Isto está correlacionado com a atividade física da seguinte maneira:

  • Ao gastarmos energia esgotamos as nossas reservas de ATP (Trifosfato de Adenosina), acumulando adenosina,
  • Quanto mais energia gastarmos ao longo do dia maior acumulação desta hormona libertada do ATP e maior o desejo de dormir, de forma a repor estas reservas,
  • Ao dormirmos é removida a concentração de adenosina, que é substituída por reservas de glicogénio, que por sua vez é gasto nas atividades físicas.
Como vimos no Post ''Café...posso beber?'' a cafeína, entre outros estimulantes, é inibidora da hormona adenosina.
Conclusão
Os padrões de sono podem ser afetados por vários fatores incluindo:

  • A idade, 
  • A quantidade de sono ou tempo acordados que tivemos recentemente (homeostase sono-vigília),  
  • A hora do dia ou noite relativamente ao nosso relógio interno (ritmo circadiano),  
  • Comportamentos que ocorreram antes de nos deitarmos como o exercício e o stress,  
  • Condições ambientais como a temperatura e luz,  
  • Químicos que tenhamos ingerido (como a cafeína).
O histórico de sono (quantidade e qualidade do descanso recente) pode também ter efeitos dramáticos no padrão de sono:


  • Falhar repetidamente uma noite sono (direta), 
  • Um descanso irregular (troca de turnos),  
  • A perturbação frequente do sono (dormir de dia),  
  • Estes fatores sobrepõe-se e podem por vezes entrar em conflito, resultando numa redistribuição dos ciclos de sono diferente do habitual.
Um bom exemplo disto são as sestas tiradas a meio da tarde.
Se forem curtas podem revitalizar e dar energia, mas se forem prolongadas (mais de 30 minutos) podem prejudicar o padrão de sono, ou seja, podem chegar à noite e não conseguir dormir.
O corpo regula estes vários fatores/variáveis através da produção e libertação de algumas enzimas e hormonas, nomeadamente a melatonina, que actua como mediadora entre estes vários ritmos e ciclos.

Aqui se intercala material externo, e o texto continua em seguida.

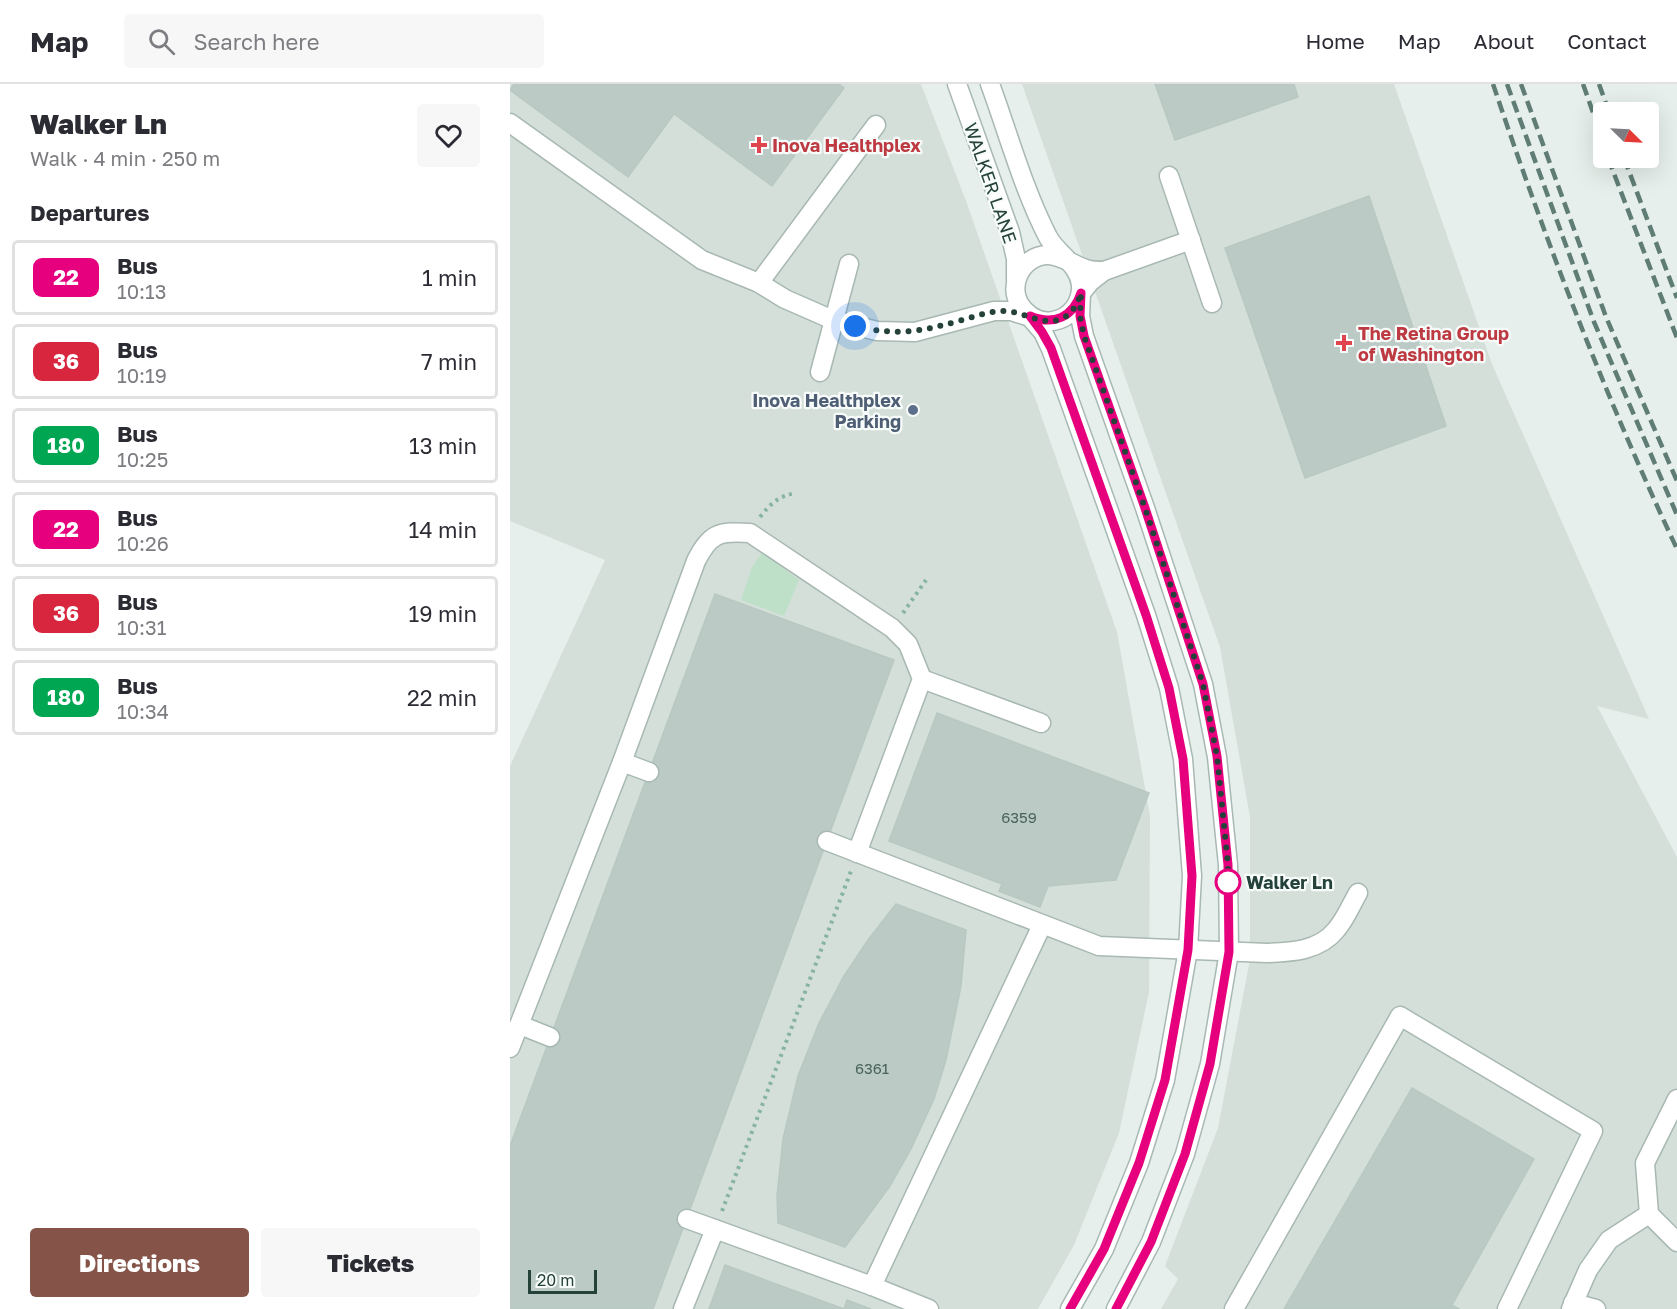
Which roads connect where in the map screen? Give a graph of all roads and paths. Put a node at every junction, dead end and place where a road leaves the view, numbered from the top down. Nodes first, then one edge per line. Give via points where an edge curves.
1 (957, 84) edge
2 (990, 84) edge
3 (510, 123) edge
4 (876, 125) dead end
5 (1169, 176) dead end
6 (1191, 240) junction
7 (1070, 263) junction
8 (849, 264) dead end
9 (1104, 271) junction
10 (759, 283) junction
11 (1016, 284) junction
12 (1081, 293) junction
13 (1212, 303) dead end
14 (994, 311) junction
15 (1030, 316) junction
16 (833, 320) junction
17 (820, 372) dead end
18 (796, 493) dead end
19 (750, 533) junction
20 (926, 580) dead end
21 (892, 628) junction
22 (922, 679) junction
23 (1041, 723) dead end
24 (622, 762) junction
25 (649, 772) dead end
26 (827, 841) dead end
27 (857, 853) junction
28 (1358, 893) dead end
29 (1042, 925) junction
30 (1188, 950) junction
31 (1229, 952) junction
32 (520, 1025) junction
33 (550, 1037) dead end
34 (510, 1048) edge
35 (1677, 1099) edge
36 (1649, 1214) junction
37 (687, 1219) dead end
38 (715, 1229) junction
39 (1677, 1242) edge
40 (872, 1286) junction
41 (1572, 1306) edge
42 (683, 1309) edge
43 (929, 1309) edge
44 (1070, 1309) edge
45 (1116, 1309) edge
46 (1234, 1309) edge
47 (1507, 1309) edge
48 (1596, 1309) edge

1 - 11 street, WALKER LANE via 1010,232
2 - 7 street, WALKER LANE via 1039,218 1050,241
3 - 10 street via 702,260
4 - 10 street
5 - 6 street
6 - 9 street
6 - 13 street
7 - 9 street
7 - 11 street, WALKER LANE via 1060,257 1038,256 1021,270
7 - 12 street, WALKER LANE via 1081,282
8 - 16 street
9 - 12 street
10 - 16 street via 784,299
11 - 14 street
11 - 15 street, WALKER LANE via 1017,300
12 - 15 street via 1078,304 1061,319 1040,320
12 - 31 street, WALKER LANE via 1084,336 1203,684 1217,756 1228,865
14 - 15 street
14 - 16 street via 915,332 877,332
15 - 30 street, WALKER LANE via 1051,348 1169,688 1183,759 1192,876
16 - 17 street
18 - 19 path via 771,502
19 - 21 street
19 - 24 street via 728,531 704,545
20 - 21 path
21 - 22 street via 908,644
22 - 23 street
22 - 27 street
24 - 25 street
24 - 32 street
26 - 27 street
27 - 29 street
27 - 38 path
28 - 31 street via 1336,931 1312,948
29 - 30 street via 1099,946
29 - 40 street
30 - 31 street
30 - 44 street, WALKER LANE via 1165,1080 1139,1163 1104,1249
31 - 45 street, WALKER LANE via 1210,1064 1185,1154 1151,1242
32 - 33 street
32 - 34 street
35 - 36 street via 1645,1163
36 - 39 street
36 - 41 street via 1609,1240 1588,1270
37 - 38 street
38 - 40 street
38 - 42 street
40 - 43 street
41 - 48 street
46 - 47 street via 1400,1016 1593,1131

No fundo é preciso algum planeamento e responsabilidade quando a nossa vida não é rotineira ( das ''9 às 5''), pois uma coisa tão natural como dormir pode-se tornar num verdadeiro problema ao interferirmos com estas variáveis ou na presença de stress e problemas, formando um efeito bola de neve e uma espiral negativa difícil de sair e onde a nossa qualidade de vida pode ser severamente afetada.
Para as pessoas que treinam e que pensam que dormem relativamente bem, revejam melhor o vosso descanso se acharem que não estão a ter os resultados físicos que almejavam...muitas pessoas querem dar demais de si e concretizar objetivos para ontem, negligenciando um factor chave no crescimento e definição muscular...o repouso e o sono...

Lembrem-se que fazer muito tem que ser sinónimo de descansar muito, se pretendem resultados sustentáveis.
Para terminar, vamos resumir algumas práticas que ajudam a garantir um sono de qualidade:

  • Não falhar noites de sono (não fazer diretas), 
  • Tentar criar uma rotina ou hábito (levantar e deitar à mesma hora),  
  • Não exagerar nas sestas,  
  • Não ingerir químicos suscetíveis de nos despertar perto das horas de descanso (cafeína, etc...),  
  • Não fazer exercício físico intenso perto das horas de descanso (zona de intensidade 4 e 5),  
  • Procurem um sitio sem luz (escuro), silencioso e ligeiramente frio para dormirem,  
  • Evitem mexer em aparelho tecnológicos (telemóveis, pc's, i-pad/pod, etc) imediatamente antes de dormir ou terem atividades que estimulem o intelecto,  
  • Deixem os problemas do trabalho ou os dramas da vida social num cantinho da vossa mente onde não vos incomodem nas próximas horas, ou seja, relaxem,  
  • Tentem levar uma vida tranquila e harmoniosa com o mínimo stress possível ou atritos emocionais (maturidade, yoga, meditação, felicidade, equilíbrio, racionalização, pragmatismo, desapego, o que funcionar na vossa mente...).